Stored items
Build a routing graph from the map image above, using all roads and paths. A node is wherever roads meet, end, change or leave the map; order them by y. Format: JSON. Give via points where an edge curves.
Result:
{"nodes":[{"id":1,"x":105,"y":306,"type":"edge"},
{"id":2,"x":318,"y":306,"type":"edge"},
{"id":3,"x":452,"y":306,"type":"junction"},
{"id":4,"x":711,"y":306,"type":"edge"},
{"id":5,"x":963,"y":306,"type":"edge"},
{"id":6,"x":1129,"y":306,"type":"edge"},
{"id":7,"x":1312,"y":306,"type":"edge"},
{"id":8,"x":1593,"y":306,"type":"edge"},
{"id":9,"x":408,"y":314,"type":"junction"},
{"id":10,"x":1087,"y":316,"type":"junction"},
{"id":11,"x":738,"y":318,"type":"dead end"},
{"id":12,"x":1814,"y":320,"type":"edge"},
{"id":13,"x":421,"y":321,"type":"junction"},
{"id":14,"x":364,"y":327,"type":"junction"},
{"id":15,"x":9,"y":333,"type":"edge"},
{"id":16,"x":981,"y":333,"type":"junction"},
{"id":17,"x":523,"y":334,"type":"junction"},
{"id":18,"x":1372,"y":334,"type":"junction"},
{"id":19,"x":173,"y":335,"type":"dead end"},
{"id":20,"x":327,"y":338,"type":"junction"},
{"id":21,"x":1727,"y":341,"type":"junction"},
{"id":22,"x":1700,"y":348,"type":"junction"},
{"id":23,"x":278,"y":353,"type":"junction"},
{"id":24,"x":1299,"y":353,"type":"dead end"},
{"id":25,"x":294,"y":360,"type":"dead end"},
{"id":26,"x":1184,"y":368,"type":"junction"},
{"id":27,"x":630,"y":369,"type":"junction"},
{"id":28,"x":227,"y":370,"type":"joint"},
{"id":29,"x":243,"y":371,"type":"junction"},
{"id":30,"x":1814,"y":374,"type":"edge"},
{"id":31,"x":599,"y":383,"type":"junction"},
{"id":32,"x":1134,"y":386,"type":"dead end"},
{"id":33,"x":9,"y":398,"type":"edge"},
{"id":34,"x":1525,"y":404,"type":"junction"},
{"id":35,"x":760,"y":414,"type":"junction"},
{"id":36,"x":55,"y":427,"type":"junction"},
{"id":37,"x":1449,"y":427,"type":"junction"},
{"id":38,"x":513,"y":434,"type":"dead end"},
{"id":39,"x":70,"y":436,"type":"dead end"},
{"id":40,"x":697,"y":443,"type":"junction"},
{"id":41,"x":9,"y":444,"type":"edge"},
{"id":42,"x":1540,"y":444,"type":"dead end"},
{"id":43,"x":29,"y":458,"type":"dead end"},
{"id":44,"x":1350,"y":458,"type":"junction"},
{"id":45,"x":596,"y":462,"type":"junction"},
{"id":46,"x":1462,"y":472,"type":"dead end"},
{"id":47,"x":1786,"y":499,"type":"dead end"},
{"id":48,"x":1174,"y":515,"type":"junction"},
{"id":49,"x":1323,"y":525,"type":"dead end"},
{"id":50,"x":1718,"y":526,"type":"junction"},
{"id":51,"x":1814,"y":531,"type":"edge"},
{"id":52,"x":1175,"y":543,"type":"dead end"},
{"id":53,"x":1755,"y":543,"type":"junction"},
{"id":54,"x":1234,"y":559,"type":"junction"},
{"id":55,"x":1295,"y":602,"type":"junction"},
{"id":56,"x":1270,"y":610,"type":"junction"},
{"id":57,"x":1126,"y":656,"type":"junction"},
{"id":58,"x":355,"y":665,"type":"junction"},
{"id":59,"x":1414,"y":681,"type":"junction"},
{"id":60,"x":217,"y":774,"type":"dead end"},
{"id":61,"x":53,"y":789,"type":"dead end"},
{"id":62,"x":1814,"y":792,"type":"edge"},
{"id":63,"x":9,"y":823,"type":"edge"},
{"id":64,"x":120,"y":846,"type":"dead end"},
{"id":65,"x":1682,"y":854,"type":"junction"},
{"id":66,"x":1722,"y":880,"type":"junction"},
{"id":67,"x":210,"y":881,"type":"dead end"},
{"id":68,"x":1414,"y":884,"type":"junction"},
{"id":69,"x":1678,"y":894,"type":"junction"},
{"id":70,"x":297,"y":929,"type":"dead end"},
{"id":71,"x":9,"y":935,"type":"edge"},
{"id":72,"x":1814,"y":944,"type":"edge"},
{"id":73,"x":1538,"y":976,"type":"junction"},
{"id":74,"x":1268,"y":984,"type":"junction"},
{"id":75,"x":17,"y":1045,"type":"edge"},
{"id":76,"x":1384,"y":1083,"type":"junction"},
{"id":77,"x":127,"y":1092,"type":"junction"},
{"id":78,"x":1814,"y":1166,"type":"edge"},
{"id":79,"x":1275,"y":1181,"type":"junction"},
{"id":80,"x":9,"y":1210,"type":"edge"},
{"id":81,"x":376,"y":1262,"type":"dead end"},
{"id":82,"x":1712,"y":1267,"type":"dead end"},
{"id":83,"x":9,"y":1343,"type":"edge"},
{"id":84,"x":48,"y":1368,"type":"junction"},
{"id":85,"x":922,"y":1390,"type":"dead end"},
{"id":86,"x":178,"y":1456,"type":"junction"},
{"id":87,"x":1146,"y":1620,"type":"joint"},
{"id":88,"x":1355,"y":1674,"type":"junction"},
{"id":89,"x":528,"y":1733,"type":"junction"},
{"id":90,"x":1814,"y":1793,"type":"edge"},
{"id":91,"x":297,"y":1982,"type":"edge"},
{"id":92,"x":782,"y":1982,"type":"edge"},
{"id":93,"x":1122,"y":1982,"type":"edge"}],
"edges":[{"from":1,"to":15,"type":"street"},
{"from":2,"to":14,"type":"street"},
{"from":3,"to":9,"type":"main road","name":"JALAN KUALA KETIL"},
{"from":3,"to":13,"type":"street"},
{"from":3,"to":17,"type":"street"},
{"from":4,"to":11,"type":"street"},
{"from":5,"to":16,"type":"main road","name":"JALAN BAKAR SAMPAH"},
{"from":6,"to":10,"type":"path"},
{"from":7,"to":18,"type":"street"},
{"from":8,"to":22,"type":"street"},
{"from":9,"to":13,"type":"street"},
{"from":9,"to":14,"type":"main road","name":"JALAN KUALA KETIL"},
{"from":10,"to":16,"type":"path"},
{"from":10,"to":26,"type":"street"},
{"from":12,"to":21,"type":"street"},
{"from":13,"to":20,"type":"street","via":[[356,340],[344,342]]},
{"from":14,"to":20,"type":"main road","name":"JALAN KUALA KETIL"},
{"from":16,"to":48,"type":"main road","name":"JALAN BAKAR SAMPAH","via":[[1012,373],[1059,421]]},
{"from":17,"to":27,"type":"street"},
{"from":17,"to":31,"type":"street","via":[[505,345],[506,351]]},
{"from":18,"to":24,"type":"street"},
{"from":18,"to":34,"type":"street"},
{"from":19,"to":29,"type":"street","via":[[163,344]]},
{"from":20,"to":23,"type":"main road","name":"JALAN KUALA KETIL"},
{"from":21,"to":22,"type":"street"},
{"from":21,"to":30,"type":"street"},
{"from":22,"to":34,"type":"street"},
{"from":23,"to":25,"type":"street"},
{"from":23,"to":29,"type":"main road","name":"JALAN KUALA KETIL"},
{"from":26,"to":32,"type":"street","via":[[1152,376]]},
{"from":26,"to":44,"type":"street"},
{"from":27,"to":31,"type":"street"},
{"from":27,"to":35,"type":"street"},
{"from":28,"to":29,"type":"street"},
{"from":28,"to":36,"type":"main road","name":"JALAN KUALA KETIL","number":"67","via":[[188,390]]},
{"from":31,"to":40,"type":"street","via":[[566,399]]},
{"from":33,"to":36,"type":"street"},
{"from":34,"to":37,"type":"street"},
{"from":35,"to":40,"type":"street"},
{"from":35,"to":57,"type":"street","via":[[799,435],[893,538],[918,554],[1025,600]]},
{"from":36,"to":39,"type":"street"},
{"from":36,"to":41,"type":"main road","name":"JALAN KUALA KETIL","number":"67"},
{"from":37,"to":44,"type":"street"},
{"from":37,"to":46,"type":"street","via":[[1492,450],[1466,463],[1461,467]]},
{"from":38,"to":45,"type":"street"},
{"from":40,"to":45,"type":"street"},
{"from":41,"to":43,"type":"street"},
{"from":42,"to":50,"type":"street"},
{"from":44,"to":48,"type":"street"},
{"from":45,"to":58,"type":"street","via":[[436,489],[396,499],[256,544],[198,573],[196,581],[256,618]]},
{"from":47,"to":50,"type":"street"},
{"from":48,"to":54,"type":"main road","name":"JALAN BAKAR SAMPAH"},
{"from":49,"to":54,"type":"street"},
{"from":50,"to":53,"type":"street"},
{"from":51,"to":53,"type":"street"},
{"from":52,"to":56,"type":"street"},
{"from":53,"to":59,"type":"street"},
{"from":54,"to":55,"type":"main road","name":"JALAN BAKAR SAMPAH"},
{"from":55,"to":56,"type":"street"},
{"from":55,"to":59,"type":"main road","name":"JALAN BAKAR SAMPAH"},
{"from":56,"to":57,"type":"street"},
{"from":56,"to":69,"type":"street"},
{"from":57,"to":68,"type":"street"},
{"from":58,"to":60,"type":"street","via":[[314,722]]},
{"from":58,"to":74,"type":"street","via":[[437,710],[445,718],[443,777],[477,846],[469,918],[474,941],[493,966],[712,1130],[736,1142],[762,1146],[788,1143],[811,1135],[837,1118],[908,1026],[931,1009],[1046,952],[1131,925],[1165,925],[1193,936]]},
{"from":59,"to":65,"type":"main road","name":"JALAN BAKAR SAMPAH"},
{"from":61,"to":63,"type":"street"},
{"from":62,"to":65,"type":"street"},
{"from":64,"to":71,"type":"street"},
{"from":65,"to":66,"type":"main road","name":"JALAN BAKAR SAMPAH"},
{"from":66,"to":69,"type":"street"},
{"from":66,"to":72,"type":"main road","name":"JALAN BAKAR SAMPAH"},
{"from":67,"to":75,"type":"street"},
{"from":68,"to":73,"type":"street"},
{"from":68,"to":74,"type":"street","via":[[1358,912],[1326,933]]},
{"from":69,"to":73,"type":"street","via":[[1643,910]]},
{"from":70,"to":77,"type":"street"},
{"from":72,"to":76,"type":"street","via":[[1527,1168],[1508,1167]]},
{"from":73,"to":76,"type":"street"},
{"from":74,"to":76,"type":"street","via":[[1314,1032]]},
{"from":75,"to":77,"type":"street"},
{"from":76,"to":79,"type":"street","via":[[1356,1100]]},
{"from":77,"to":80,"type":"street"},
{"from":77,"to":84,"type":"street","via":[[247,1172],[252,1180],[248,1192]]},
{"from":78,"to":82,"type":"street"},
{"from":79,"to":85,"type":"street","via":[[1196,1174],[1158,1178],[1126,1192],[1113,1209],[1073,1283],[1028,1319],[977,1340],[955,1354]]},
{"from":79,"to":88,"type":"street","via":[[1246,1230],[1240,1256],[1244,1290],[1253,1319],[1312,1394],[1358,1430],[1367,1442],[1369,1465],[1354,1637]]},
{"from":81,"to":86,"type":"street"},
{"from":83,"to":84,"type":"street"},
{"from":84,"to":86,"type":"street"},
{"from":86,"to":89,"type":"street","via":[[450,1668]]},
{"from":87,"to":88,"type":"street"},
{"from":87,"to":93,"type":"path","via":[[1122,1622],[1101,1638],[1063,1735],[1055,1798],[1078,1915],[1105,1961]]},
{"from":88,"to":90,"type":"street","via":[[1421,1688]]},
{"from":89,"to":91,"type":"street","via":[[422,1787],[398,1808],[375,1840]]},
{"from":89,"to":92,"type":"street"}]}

■ **Exercise brief**
From the records above, copy every line that holds the word "KUALA".

■ **Written solution**
{"from":3,"to":9,"type":"main road","name":"JALAN KUALA KETIL"},
{"from":9,"to":14,"type":"main road","name":"JALAN KUALA KETIL"},
{"from":14,"to":20,"type":"main road","name":"JALAN KUALA KETIL"},
{"from":20,"to":23,"type":"main road","name":"JALAN KUALA KETIL"},
{"from":23,"to":29,"type":"main road","name":"JALAN KUALA KETIL"},
{"from":28,"to":36,"type":"main road","name":"JALAN KUALA KETIL","number":"67","via":[[188,390]]},
{"from":36,"to":41,"type":"main road","name":"JALAN KUALA KETIL","number":"67"},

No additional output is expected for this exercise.